▸ Exercise
Each record has to be repeated exactly as given.
===============
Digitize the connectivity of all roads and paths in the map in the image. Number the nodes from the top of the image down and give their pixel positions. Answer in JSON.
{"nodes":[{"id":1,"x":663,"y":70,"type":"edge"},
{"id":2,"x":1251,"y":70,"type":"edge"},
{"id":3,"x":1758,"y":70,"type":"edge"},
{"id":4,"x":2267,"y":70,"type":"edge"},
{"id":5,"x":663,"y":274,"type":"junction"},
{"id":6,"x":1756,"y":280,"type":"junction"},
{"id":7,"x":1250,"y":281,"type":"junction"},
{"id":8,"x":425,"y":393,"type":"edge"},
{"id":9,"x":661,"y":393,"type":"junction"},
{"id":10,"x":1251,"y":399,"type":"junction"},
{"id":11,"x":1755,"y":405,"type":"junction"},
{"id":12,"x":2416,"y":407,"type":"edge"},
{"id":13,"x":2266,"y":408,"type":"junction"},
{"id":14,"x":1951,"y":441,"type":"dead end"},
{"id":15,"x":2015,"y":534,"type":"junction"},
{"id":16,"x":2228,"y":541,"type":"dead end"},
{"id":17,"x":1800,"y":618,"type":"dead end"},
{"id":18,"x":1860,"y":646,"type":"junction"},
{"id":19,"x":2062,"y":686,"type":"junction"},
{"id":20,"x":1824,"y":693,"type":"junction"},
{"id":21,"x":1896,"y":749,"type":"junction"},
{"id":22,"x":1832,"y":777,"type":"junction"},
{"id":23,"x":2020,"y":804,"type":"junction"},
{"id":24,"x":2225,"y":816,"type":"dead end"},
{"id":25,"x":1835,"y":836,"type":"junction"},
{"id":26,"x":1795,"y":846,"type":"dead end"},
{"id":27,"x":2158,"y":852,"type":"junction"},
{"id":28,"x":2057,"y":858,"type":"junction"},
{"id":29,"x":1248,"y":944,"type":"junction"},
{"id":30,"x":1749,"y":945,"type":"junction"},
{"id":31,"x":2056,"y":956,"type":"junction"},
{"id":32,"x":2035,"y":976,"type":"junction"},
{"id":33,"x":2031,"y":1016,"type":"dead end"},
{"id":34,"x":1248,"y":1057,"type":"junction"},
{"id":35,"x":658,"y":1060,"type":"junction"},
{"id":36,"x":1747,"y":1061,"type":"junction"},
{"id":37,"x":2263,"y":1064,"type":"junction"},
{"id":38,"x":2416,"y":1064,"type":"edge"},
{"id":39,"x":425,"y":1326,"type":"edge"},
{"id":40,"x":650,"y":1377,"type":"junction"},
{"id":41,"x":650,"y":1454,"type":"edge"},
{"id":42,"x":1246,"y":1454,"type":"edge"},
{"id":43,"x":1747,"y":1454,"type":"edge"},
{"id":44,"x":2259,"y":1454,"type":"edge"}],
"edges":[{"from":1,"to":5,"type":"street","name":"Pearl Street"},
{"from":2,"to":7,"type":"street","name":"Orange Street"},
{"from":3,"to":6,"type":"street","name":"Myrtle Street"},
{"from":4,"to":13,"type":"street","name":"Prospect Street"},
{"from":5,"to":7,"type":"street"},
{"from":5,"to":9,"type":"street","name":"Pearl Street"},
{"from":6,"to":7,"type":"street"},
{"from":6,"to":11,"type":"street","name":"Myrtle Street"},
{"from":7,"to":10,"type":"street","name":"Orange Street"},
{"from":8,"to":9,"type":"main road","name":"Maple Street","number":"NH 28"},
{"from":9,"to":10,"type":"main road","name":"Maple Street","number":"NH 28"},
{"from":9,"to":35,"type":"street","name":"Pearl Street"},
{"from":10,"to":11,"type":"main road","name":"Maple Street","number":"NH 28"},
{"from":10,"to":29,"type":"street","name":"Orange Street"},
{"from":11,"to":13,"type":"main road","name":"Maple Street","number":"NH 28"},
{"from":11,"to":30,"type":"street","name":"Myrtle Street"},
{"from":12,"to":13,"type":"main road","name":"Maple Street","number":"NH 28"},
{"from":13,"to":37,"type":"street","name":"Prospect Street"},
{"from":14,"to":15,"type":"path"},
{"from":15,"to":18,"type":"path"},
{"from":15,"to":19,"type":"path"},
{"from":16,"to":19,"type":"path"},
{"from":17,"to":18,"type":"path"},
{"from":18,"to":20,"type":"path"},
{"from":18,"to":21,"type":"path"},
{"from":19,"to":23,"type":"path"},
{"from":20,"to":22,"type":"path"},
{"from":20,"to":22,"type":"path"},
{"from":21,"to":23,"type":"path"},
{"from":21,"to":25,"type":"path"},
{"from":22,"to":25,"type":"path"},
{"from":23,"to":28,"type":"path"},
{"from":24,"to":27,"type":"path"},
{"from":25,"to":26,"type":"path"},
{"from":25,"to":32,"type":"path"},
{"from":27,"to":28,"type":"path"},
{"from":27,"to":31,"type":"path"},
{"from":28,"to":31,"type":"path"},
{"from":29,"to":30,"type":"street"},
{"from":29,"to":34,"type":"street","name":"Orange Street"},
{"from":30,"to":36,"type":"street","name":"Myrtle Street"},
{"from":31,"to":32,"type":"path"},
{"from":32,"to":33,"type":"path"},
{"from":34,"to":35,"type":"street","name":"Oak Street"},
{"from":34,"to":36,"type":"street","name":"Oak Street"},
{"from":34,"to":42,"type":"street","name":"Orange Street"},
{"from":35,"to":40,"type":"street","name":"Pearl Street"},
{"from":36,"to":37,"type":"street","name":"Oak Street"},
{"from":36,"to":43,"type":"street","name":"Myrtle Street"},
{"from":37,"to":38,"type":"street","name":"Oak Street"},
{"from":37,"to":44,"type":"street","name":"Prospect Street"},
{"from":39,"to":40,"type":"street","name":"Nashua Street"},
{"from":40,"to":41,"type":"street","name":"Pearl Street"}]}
===============
▸ Answer to the problem
Digitize the connectivity of all roads and paths in the map in the image. Number the nodes from the top of the image down and give their pixel positions. Answer in JSON.
{"nodes":[{"id":1,"x":663,"y":70,"type":"edge"},
{"id":2,"x":1251,"y":70,"type":"edge"},
{"id":3,"x":1758,"y":70,"type":"edge"},
{"id":4,"x":2267,"y":70,"type":"edge"},
{"id":5,"x":663,"y":274,"type":"junction"},
{"id":6,"x":1756,"y":280,"type":"junction"},
{"id":7,"x":1250,"y":281,"type":"junction"},
{"id":8,"x":425,"y":393,"type":"edge"},
{"id":9,"x":661,"y":393,"type":"junction"},
{"id":10,"x":1251,"y":399,"type":"junction"},
{"id":11,"x":1755,"y":405,"type":"junction"},
{"id":12,"x":2416,"y":407,"type":"edge"},
{"id":13,"x":2266,"y":408,"type":"junction"},
{"id":14,"x":1951,"y":441,"type":"dead end"},
{"id":15,"x":2015,"y":534,"type":"junction"},
{"id":16,"x":2228,"y":541,"type":"dead end"},
{"id":17,"x":1800,"y":618,"type":"dead end"},
{"id":18,"x":1860,"y":646,"type":"junction"},
{"id":19,"x":2062,"y":686,"type":"junction"},
{"id":20,"x":1824,"y":693,"type":"junction"},
{"id":21,"x":1896,"y":749,"type":"junction"},
{"id":22,"x":1832,"y":777,"type":"junction"},
{"id":23,"x":2020,"y":804,"type":"junction"},
{"id":24,"x":2225,"y":816,"type":"dead end"},
{"id":25,"x":1835,"y":836,"type":"junction"},
{"id":26,"x":1795,"y":846,"type":"dead end"},
{"id":27,"x":2158,"y":852,"type":"junction"},
{"id":28,"x":2057,"y":858,"type":"junction"},
{"id":29,"x":1248,"y":944,"type":"junction"},
{"id":30,"x":1749,"y":945,"type":"junction"},
{"id":31,"x":2056,"y":956,"type":"junction"},
{"id":32,"x":2035,"y":976,"type":"junction"},
{"id":33,"x":2031,"y":1016,"type":"dead end"},
{"id":34,"x":1248,"y":1057,"type":"junction"},
{"id":35,"x":658,"y":1060,"type":"junction"},
{"id":36,"x":1747,"y":1061,"type":"junction"},
{"id":37,"x":2263,"y":1064,"type":"junction"},
{"id":38,"x":2416,"y":1064,"type":"edge"},
{"id":39,"x":425,"y":1326,"type":"edge"},
{"id":40,"x":650,"y":1377,"type":"junction"},
{"id":41,"x":650,"y":1454,"type":"edge"},
{"id":42,"x":1246,"y":1454,"type":"edge"},
{"id":43,"x":1747,"y":1454,"type":"edge"},
{"id":44,"x":2259,"y":1454,"type":"edge"}],
"edges":[{"from":1,"to":5,"type":"street","name":"Pearl Street"},
{"from":2,"to":7,"type":"street","name":"Orange Street"},
{"from":3,"to":6,"type":"street","name":"Myrtle Street"},
{"from":4,"to":13,"type":"street","name":"Prospect Street"},
{"from":5,"to":7,"type":"street"},
{"from":5,"to":9,"type":"street","name":"Pearl Street"},
{"from":6,"to":7,"type":"street"},
{"from":6,"to":11,"type":"street","name":"Myrtle Street"},
{"from":7,"to":10,"type":"street","name":"Orange Street"},
{"from":8,"to":9,"type":"main road","name":"Maple Street","number":"NH 28"},
{"from":9,"to":10,"type":"main road","name":"Maple Street","number":"NH 28"},
{"from":9,"to":35,"type":"street","name":"Pearl Street"},
{"from":10,"to":11,"type":"main road","name":"Maple Street","number":"NH 28"},
{"from":10,"to":29,"type":"street","name":"Orange Street"},
{"from":11,"to":13,"type":"main road","name":"Maple Street","number":"NH 28"},
{"from":11,"to":30,"type":"street","name":"Myrtle Street"},
{"from":12,"to":13,"type":"main road","name":"Maple Street","number":"NH 28"},
{"from":13,"to":37,"type":"street","name":"Prospect Street"},
{"from":14,"to":15,"type":"path"},
{"from":15,"to":18,"type":"path"},
{"from":15,"to":19,"type":"path"},
{"from":16,"to":19,"type":"path"},
{"from":17,"to":18,"type":"path"},
{"from":18,"to":20,"type":"path"},
{"from":18,"to":21,"type":"path"},
{"from":19,"to":23,"type":"path"},
{"from":20,"to":22,"type":"path"},
{"from":20,"to":22,"type":"path"},
{"from":21,"to":23,"type":"path"},
{"from":21,"to":25,"type":"path"},
{"from":22,"to":25,"type":"path"},
{"from":23,"to":28,"type":"path"},
{"from":24,"to":27,"type":"path"},
{"from":25,"to":26,"type":"path"},
{"from":25,"to":32,"type":"path"},
{"from":27,"to":28,"type":"path"},
{"from":27,"to":31,"type":"path"},
{"from":28,"to":31,"type":"path"},
{"from":29,"to":30,"type":"street"},
{"from":29,"to":34,"type":"street","name":"Orange Street"},
{"from":30,"to":36,"type":"street","name":"Myrtle Street"},
{"from":31,"to":32,"type":"path"},
{"from":32,"to":33,"type":"path"},
{"from":34,"to":35,"type":"street","name":"Oak Street"},
{"from":34,"to":36,"type":"street","name":"Oak Street"},
{"from":34,"to":42,"type":"street","name":"Orange Street"},
{"from":35,"to":40,"type":"street","name":"Pearl Street"},
{"from":36,"to":37,"type":"street","name":"Oak Street"},
{"from":36,"to":43,"type":"street","name":"Myrtle Street"},
{"from":37,"to":38,"type":"street","name":"Oak Street"},
{"from":37,"to":44,"type":"street","name":"Prospect Street"},
{"from":39,"to":40,"type":"street","name":"Nashua Street"},
{"from":40,"to":41,"type":"street","name":"Pearl Street"}]}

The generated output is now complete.